Privatisation at a time of hyperinflation could only further concentrate the country’s wealth in the hands of this small group, said Grigory Yavlinsky, one of Russia’s most principled economists, who’d argued strongly for more gradual reforms. ‘How is it possible to have privatisation when money has been wiped out as an institution? There can only be a criminal privatisation. The next step was criminal privatisation.’[91]
‘When Gaidar tried to conduct the first privatisations, everything had already been seized,’ said Gleb Pavlovsky, a former Kremlin adviser.[92] ‘Gaidar’s biggest mistake was that when he began his reforms he considered that what was before him was still the Soviet economy of 1987. But already the Soviet economy did not exist.’ The Gaidar government had sought to keep the privatisation process open to all, by giving plant workers vouchers to take part in the sell-offs. But the workers were often forced to exchange their vouchers for cash, or even for bread, just to survive the hyperinflation.
The new tycoons from the Komsomol benefited most of all when the Yeltsin government granted them access to deep stores of cash, without their having to lift a finger. Instead of having its own treasury, the government authorised the tycoons’ banks, including Khodorkovsky’s Menatep and Fridman’s Alfa, to hold strategic funds from the Russian budget on deposit. It was a get-rich-quick scheme for the chosen favourites of the Yeltsin regime. They could direct hundreds of millions of dollars in government funds into high-yielding investments, sometimes even into the privatisation auctions, while the government was left waiting for the disbursal of its funds. Vital programmes such as defence spending or aid for citizens half-abandoned in the crumbling industrial wastelands of Russia’s far north were delayed or simply unpaid, while the ruthless new bankers fobbed the government off with promissory notes. The government was being bled dry, while the new wolves of the Russian economy concocted elaborate schemes to avoid paying taxes or customs duties.
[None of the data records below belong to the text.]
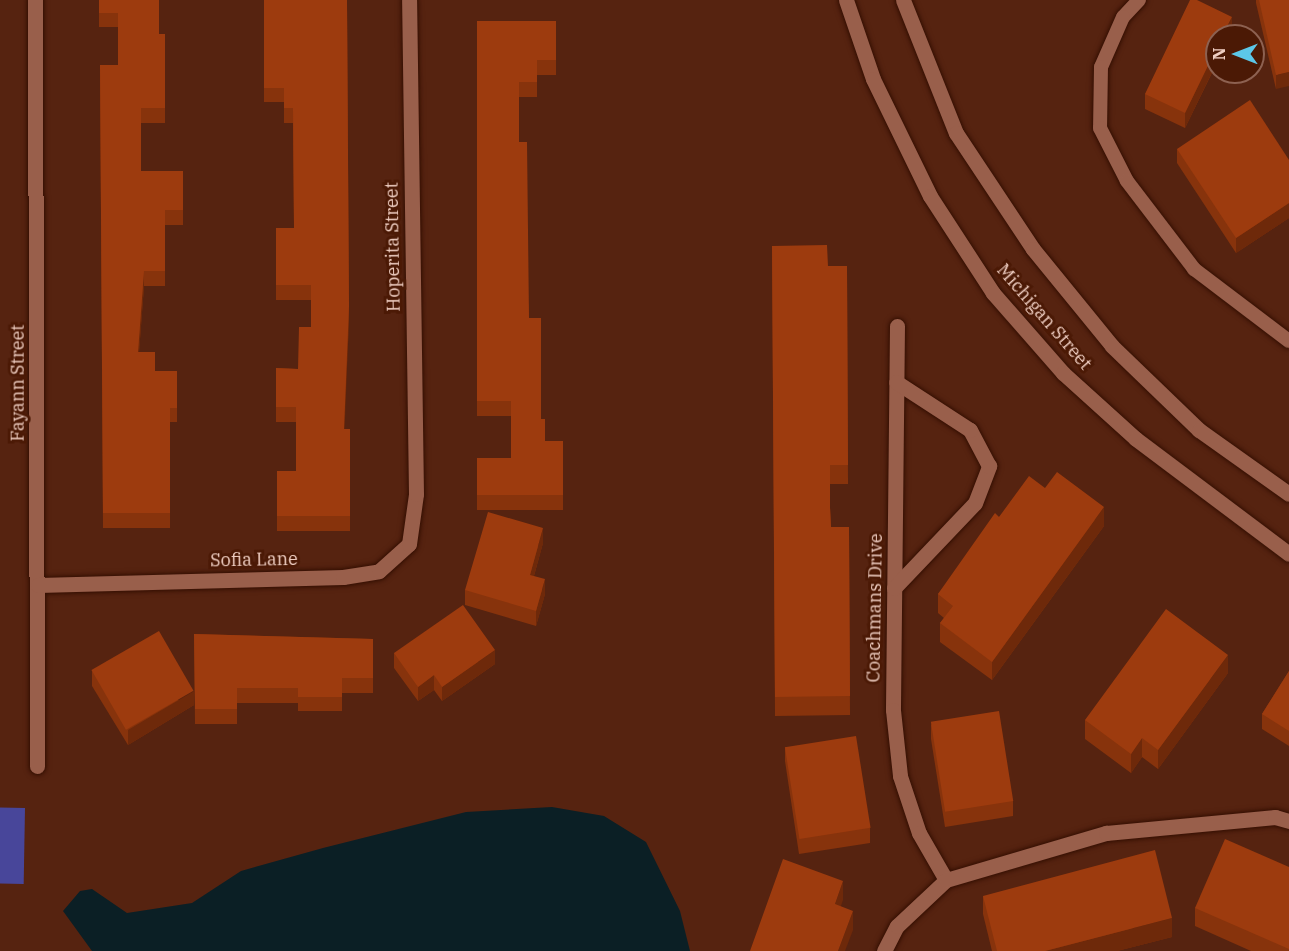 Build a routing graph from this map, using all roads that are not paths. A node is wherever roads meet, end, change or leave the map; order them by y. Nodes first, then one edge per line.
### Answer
1 (35, 0) edge
2 (409, 0) edge
3 (846, 0) edge
4 (903, 0) edge
5 (1139, 0) edge
6 (897, 326) dead end
7 (1288, 339) edge
8 (896, 382) junction
9 (416, 494) joint
10 (1289, 494) edge
11 (1289, 554) edge
12 (38, 585) junction
13 (894, 588) junction
14 (37, 765) dead end
15 (1282, 819) edge
16 (1289, 831) edge
17 (946, 880) junction
18 (884, 951) edge

1 - 12 street, Fayann Street
2 - 9 street, Hoperita Street
3 - 11 street, Michigan Street
4 - 10 street, Michigan Street
5 - 7 lane
6 - 8 street, Coachmans Drive
8 - 13 street, Coachmans Drive
8 - 13 street
9 - 12 street, Sofia Lane
12 - 14 street, Fayann Street
13 - 17 street, Coachmans Drive
15 - 16 street
15 - 17 street
17 - 18 street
Faster and more adept in the ways of the market than their one-time masters in the KGB, the young tycoons from the Komsomol were becoming a sort of Frankenstein’s monster, fast outrunning the men who had made them. The real turning point, when control of the economy appeared to transfer irrevocably into the hands of the new tycoons, came towards the middle of 1995. Russia was entering the final year before the first post-Soviet presidential elections, and the government’s coffers were empty. Wages and pensions were months in arrears, and Yeltsin’s approval ratings were terrifyingly low, at 6 per cent. The tycoons feared a return to Communism, that would strip them of their fortunes and could even land them in jail. Even more importantly, they’d long been eyeing the crown jewels of Soviet industry, the state’s biggest industrial giants. What they’d acquired so far was small-scale compared to the vast resources still under the control of the state.
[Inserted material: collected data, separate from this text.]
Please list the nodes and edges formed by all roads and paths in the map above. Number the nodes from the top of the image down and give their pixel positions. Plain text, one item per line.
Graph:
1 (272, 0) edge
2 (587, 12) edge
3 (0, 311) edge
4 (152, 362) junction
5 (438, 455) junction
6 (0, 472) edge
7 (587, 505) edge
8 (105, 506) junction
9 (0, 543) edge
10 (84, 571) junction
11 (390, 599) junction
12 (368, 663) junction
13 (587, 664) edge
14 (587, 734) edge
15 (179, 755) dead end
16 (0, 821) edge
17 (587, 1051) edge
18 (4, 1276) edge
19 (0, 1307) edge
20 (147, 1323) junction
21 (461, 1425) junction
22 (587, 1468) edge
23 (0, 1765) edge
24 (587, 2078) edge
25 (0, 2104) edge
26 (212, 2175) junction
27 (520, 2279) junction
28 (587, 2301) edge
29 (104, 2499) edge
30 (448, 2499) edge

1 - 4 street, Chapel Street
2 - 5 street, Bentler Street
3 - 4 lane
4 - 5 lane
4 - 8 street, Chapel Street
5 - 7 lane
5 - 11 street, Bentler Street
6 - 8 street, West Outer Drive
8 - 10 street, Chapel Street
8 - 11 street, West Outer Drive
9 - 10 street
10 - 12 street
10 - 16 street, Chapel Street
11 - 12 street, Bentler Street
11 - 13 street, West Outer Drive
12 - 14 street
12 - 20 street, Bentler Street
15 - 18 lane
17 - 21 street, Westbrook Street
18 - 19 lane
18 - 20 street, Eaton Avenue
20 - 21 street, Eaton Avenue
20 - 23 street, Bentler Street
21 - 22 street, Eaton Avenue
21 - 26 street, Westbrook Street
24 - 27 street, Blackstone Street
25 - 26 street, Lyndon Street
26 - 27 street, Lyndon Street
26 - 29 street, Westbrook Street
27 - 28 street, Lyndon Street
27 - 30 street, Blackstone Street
Vladimir Potanin, the smooth-talking son of a senior Soviet diplomat, who’d become one of the country’s major new bankers, concocted what seemed an ingenious scheme. He proposed that the young bankers offer to help out the cash-strapped Yeltsin government with a series of loans. As collateral, the tycoons would take stakes in a select handful of the nation’s biggest enterprises. The tycoons would manage the enterprises, and could sell off their stakes if the government was unable to pay the loans back. When the idea was first floated, outside observers scoffed that it would never gain any traction. The potential for corruption, they said, was too great.[93] It would be too easy for the bankers simply to sell the stakes to themselves.
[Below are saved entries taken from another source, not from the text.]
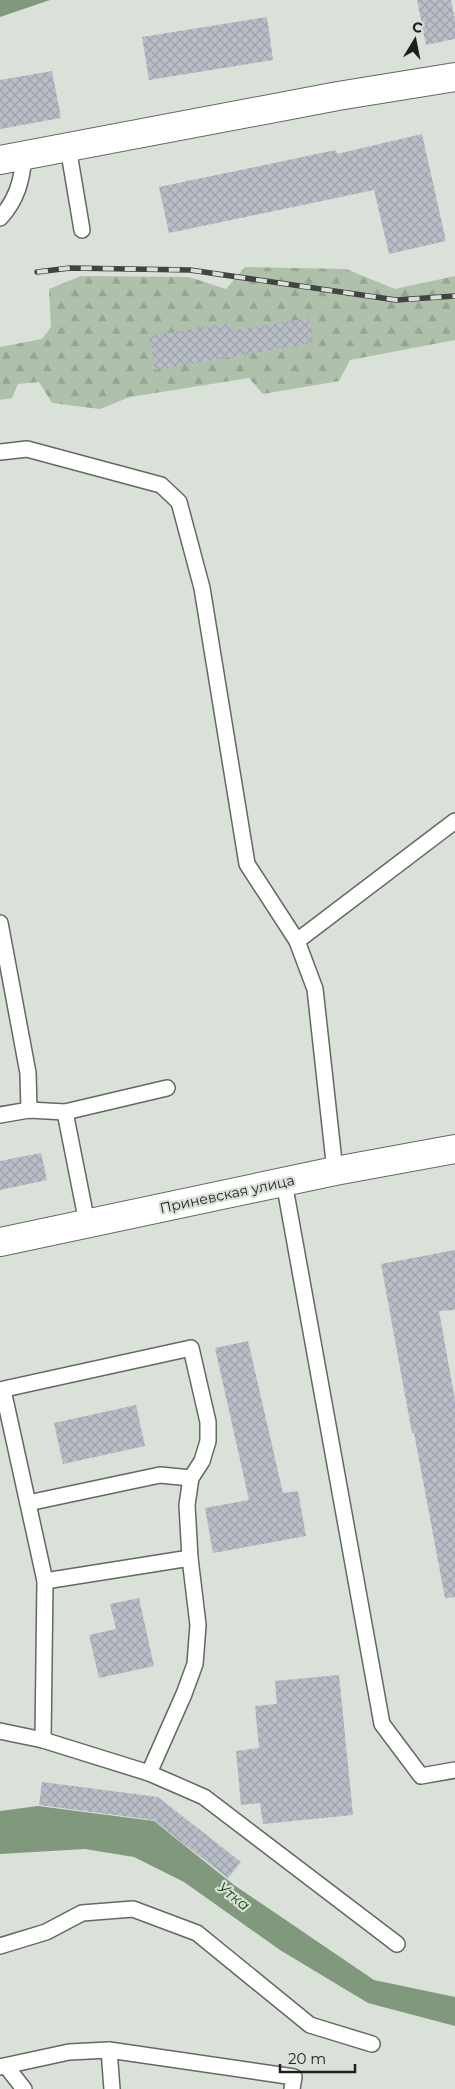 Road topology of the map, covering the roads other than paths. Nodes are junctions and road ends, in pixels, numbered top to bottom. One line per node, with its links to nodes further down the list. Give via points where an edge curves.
1 (455, 77): 2 (street)
2 (68, 148): 3 (street); 5 (lane)
3 (12, 158): 4 (lane, via 22,174 11,206)
4 (0, 218)
5 (82, 230)
6 (0, 452): 9 (lane, via 28,449 161,484 179,502 202,588 247,864)
7 (455, 821): 9 (lane)
8 (0, 923): 11 (lane, via 28,1073)
9 (297, 942): 15 (lane, via 315,988)
10 (167, 1088): 12 (lane)
11 (28, 1110): 12 (lane); 13 (lane)
12 (65, 1112): 17 (lane)
13 (0, 1115)
14 (455, 1149): 15 (street, Приневская улица)
15 (335, 1172): 16 (street, Приневская улица)
16 (284, 1182): 17 (street, Приневская улица); 26 (lane, via 382,1724 421,1776)
17 (87, 1223): 18 (street, Приневская улица)
18 (0, 1242)
19 (2, 1390): 20 (lane, via 191,1348 208,1422 208,1441); 21 (lane)
20 (191, 1478): 21 (lane, via 160,1475); 22 (lane, via 187,1505)
21 (28, 1503): 23 (lane)
22 (190, 1558): 23 (lane); 27 (lane, via 198,1625 195,1664)
23 (45, 1581): 25 (lane)
24 (0, 1731): 25 (lane)
25 (43, 1740): 27 (lane)
26 (455, 1770)
27 (150, 1773): 28 (lane, via 204,1797)
28 (397, 1944)
29 (0, 1946): 30 (lane, via 46,1932 82,1912 133,1909 197,1933 310,2025)
30 (372, 2044)
31 (109, 2050): 32 (lane, via 69,2052); 34 (lane); 35 (lane, via 294,2077)
32 (3, 2067): 33 (lane)
33 (24, 2089)
34 (112, 2089)
35 (292, 2089) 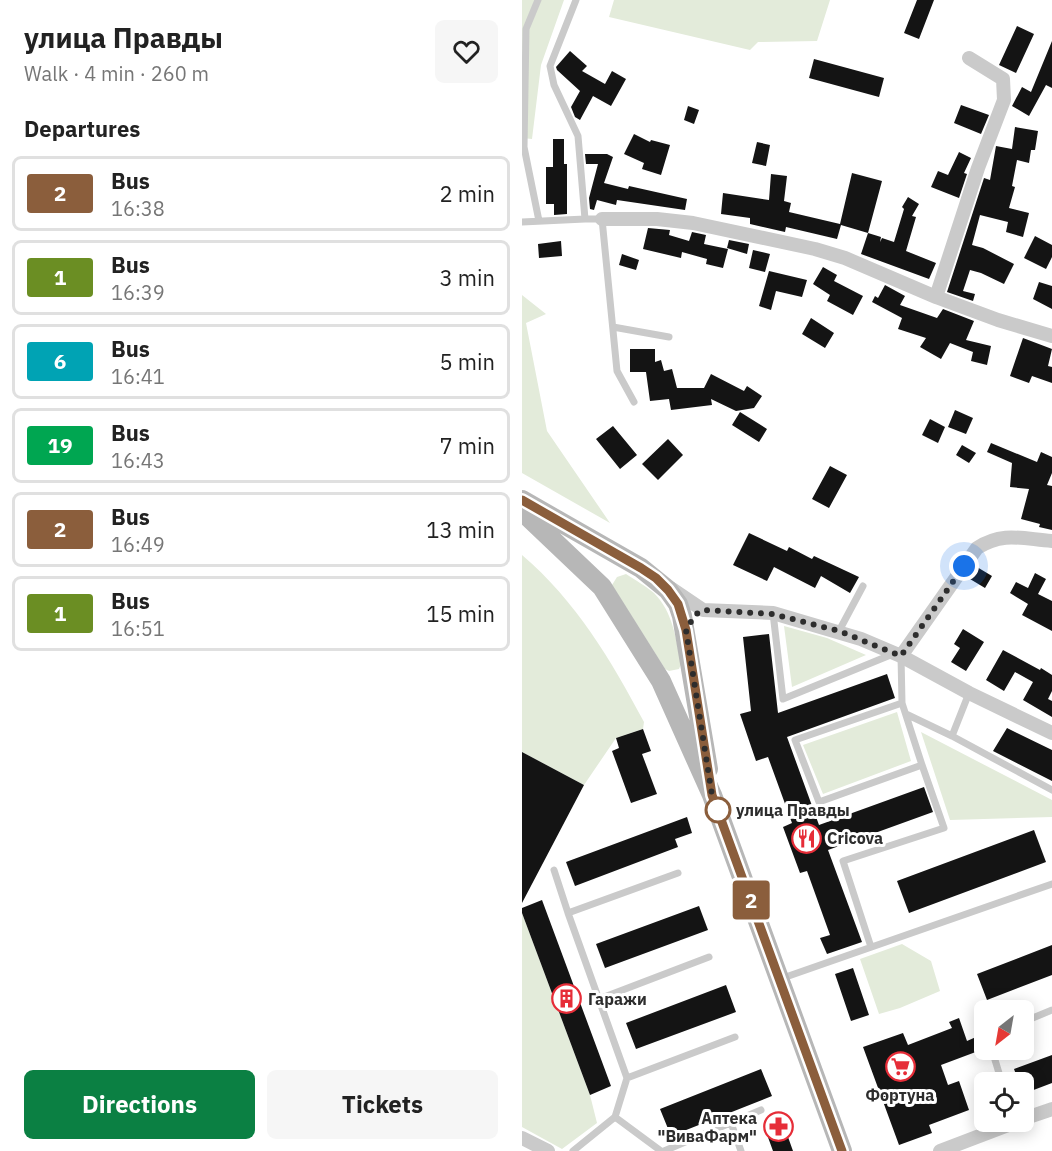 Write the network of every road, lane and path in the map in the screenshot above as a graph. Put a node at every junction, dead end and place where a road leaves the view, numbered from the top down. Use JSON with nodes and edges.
{"nodes":[{"id":1,"x":538,"y":0,"type":"edge"},
{"id":2,"x":576,"y":0,"type":"edge"},
{"id":3,"x":969,"y":58,"type":"dead end"},
{"id":4,"x":585,"y":219,"type":"junction"},
{"id":5,"x":602,"y":219,"type":"junction"},
{"id":6,"x":539,"y":221,"type":"junction"},
{"id":7,"x":522,"y":222,"type":"edge"},
{"id":8,"x":936,"y":297,"type":"junction"},
{"id":9,"x":613,"y":327,"type":"junction"},
{"id":10,"x":1052,"y":336,"type":"edge"},
{"id":11,"x":669,"y":337,"type":"dead end"},
{"id":12,"x":634,"y":402,"type":"dead end"},
{"id":13,"x":522,"y":500,"type":"edge"},
{"id":14,"x":522,"y":511,"type":"edge"},
{"id":15,"x":1052,"y":541,"type":"edge"},
{"id":16,"x":626,"y":559,"type":"junction"},
{"id":17,"x":656,"y":578,"type":"junction"},
{"id":18,"x":863,"y":586,"type":"dead end"},
{"id":19,"x":602,"y":587,"type":"junction"},
{"id":20,"x":703,"y":610,"type":"junction"},
{"id":21,"x":773,"y":614,"type":"junction"},
{"id":22,"x":686,"y":630,"type":"junction"},
{"id":23,"x":839,"y":631,"type":"junction"},
{"id":24,"x":898,"y":655,"type":"junction"},
{"id":25,"x":693,"y":670,"type":"junction"},
{"id":26,"x":661,"y":681,"type":"junction"},
{"id":27,"x":969,"y":693,"type":"junction"},
{"id":28,"x":902,"y":703,"type":"junction"},
{"id":29,"x":906,"y":714,"type":"junction"},
{"id":30,"x":1052,"y":733,"type":"edge"},
{"id":31,"x":952,"y":736,"type":"junction"},
{"id":32,"x":922,"y":765,"type":"junction"},
{"id":33,"x":1052,"y":790,"type":"edge"},
{"id":34,"x":712,"y":795,"type":"junction"},
{"id":35,"x":554,"y":870,"type":"dead end"},
{"id":36,"x":678,"y":873,"type":"dead end"},
{"id":37,"x":1052,"y":884,"type":"edge"},
{"id":38,"x":568,"y":913,"type":"junction"},
{"id":39,"x":871,"y":947,"type":"junction"},
{"id":40,"x":709,"y":957,"type":"dead end"},
{"id":41,"x":779,"y":979,"type":"junction"},
{"id":42,"x":599,"y":999,"type":"junction"},
{"id":43,"x":1052,"y":1010,"type":"edge"},
{"id":44,"x":1034,"y":1017,"type":"edge"},
{"id":45,"x":735,"y":1037,"type":"dead end"},
{"id":46,"x":627,"y":1078,"type":"junction"},
{"id":47,"x":1052,"y":1109,"type":"edge"},
{"id":48,"x":761,"y":1110,"type":"dead end"},
{"id":49,"x":1034,"y":1115,"type":"edge"},
{"id":50,"x":615,"y":1118,"type":"junction"},
{"id":51,"x":731,"y":1123,"type":"junction"},
{"id":52,"x":989,"y":1132,"type":"edge"},
{"id":53,"x":522,"y":1138,"type":"edge"},
{"id":54,"x":548,"y":1151,"type":"edge"},
{"id":55,"x":573,"y":1151,"type":"edge"},
{"id":56,"x":662,"y":1151,"type":"edge"},
{"id":57,"x":741,"y":1151,"type":"edge"},
{"id":58,"x":842,"y":1151,"type":"edge"},
{"id":59,"x":940,"y":1151,"type":"edge"}],
"edges":[{"from":1,"to":6,"type":"lane"},
{"from":2,"to":4,"type":"lane"},
{"from":3,"to":8,"type":"street"},
{"from":4,"to":5,"type":"lane"},
{"from":4,"to":6,"type":"lane"},
{"from":5,"to":8,"type":"street"},
{"from":5,"to":9,"type":"lane"},
{"from":6,"to":7,"type":"lane"},
{"from":8,"to":10,"type":"street"},
{"from":9,"to":11,"type":"lane"},
{"from":9,"to":12,"type":"lane"},
{"from":13,"to":16,"type":"main road"},
{"from":14,"to":19,"type":"main road"},
{"from":15,"to":24,"type":"street"},
{"from":16,"to":17,"type":"main road"},
{"from":16,"to":19,"type":"main road"},
{"from":17,"to":20,"type":"street"},
{"from":17,"to":22,"type":"main road"},
{"from":18,"to":23,"type":"lane"},
{"from":19,"to":26,"type":"main road"},
{"from":20,"to":21,"type":"street"},
{"from":20,"to":22,"type":"street"},
{"from":21,"to":23,"type":"street"},
{"from":21,"to":24,"type":"lane"},
{"from":22,"to":25,"type":"main road"},
{"from":23,"to":24,"type":"street"},
{"from":24,"to":27,"type":"street"},
{"from":24,"to":28,"type":"lane"},
{"from":25,"to":26,"type":"main road"},
{"from":25,"to":34,"type":"main road"},
{"from":26,"to":34,"type":"main road"},
{"from":27,"to":30,"type":"street"},
{"from":27,"to":31,"type":"lane"},
{"from":28,"to":29,"type":"lane"},
{"from":28,"to":32,"type":"lane"},
{"from":29,"to":31,"type":"lane"},
{"from":29,"to":32,"type":"lane"},
{"from":31,"to":33,"type":"lane"},
{"from":32,"to":39,"type":"lane"},
{"from":34,"to":41,"type":"main road"},
{"from":35,"to":38,"type":"lane"},
{"from":36,"to":38,"type":"lane"},
{"from":37,"to":39,"type":"lane"},
{"from":38,"to":42,"type":"lane"},
{"from":39,"to":41,"type":"lane"},
{"from":40,"to":42,"type":"lane"},
{"from":41,"to":58,"type":"main road"},
{"from":42,"to":46,"type":"lane"},
{"from":43,"to":44,"type":"lane"},
{"from":45,"to":46,"type":"lane"},
{"from":46,"to":50,"type":"lane"},
{"from":47,"to":49,"type":"street"},
{"from":48,"to":51,"type":"lane"},
{"from":50,"to":55,"type":"lane"},
{"from":50,"to":56,"type":"lane"},
{"from":51,"to":56,"type":"lane"},
{"from":51,"to":57,"type":"lane"},
{"from":52,"to":59,"type":"street"},
{"from":53,"to":54,"type":"street"}]}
But the young tycoons had powerful friends in the Yeltsin government. Prime among them was Anatoly Chubais, the red-haired deputy prime minister and close Gaidar ally who’d been the architect of the privatisation programme so far. With strong support from the team of US economists, Chubais had been intent on breaking the hold of the state over the economy at any cost. Too much of industry was still in the hands of the state, of ‘red’ Soviet-era directors and the KGB, while the threat of a return to Communism seemed all too real. If the government signed off on the bankers’ proposal, it would create a major new class of property owners overnight, as well as filling empty government coffers with a proposed $1.8 billion in loans. The tycoons would then back Yeltsin to the hilt against the Communists to preserve their new wealth. Chubais believed it would signal a final victory for liberal reformers over the forces of the old guard.
But the scheme would become one of the original sins of Russia’s market transition. It tainted everything, and opened the way for constant threats over the legality of the property the young tycoons acquired at that time. It became known as the loans-for-shares privatisations, an insider deal that transferred the nation’s resource wealth into the young bankers’ hands at a knockdown price. Far more financially nimble, and able to access much bigger pools of ready cash through the rapid growth of their banks and the government deposits they held, the young tycoons outmanoeuvred their former KGB masters. The combined forces of the KGB and the former Soviet directors managed to win only two of the auctions for stakes in oil companies: 5 per cent of an oil firm named Lukoil, and 40 per cent of Surgutneftegaz, whose managers went to great lengths to keep the young bankers away. The nearest airport to the Siberian oil town of Surgut, where the sale was being held, was shut down, and armed guards manned roadblocks across the main routes in.[94]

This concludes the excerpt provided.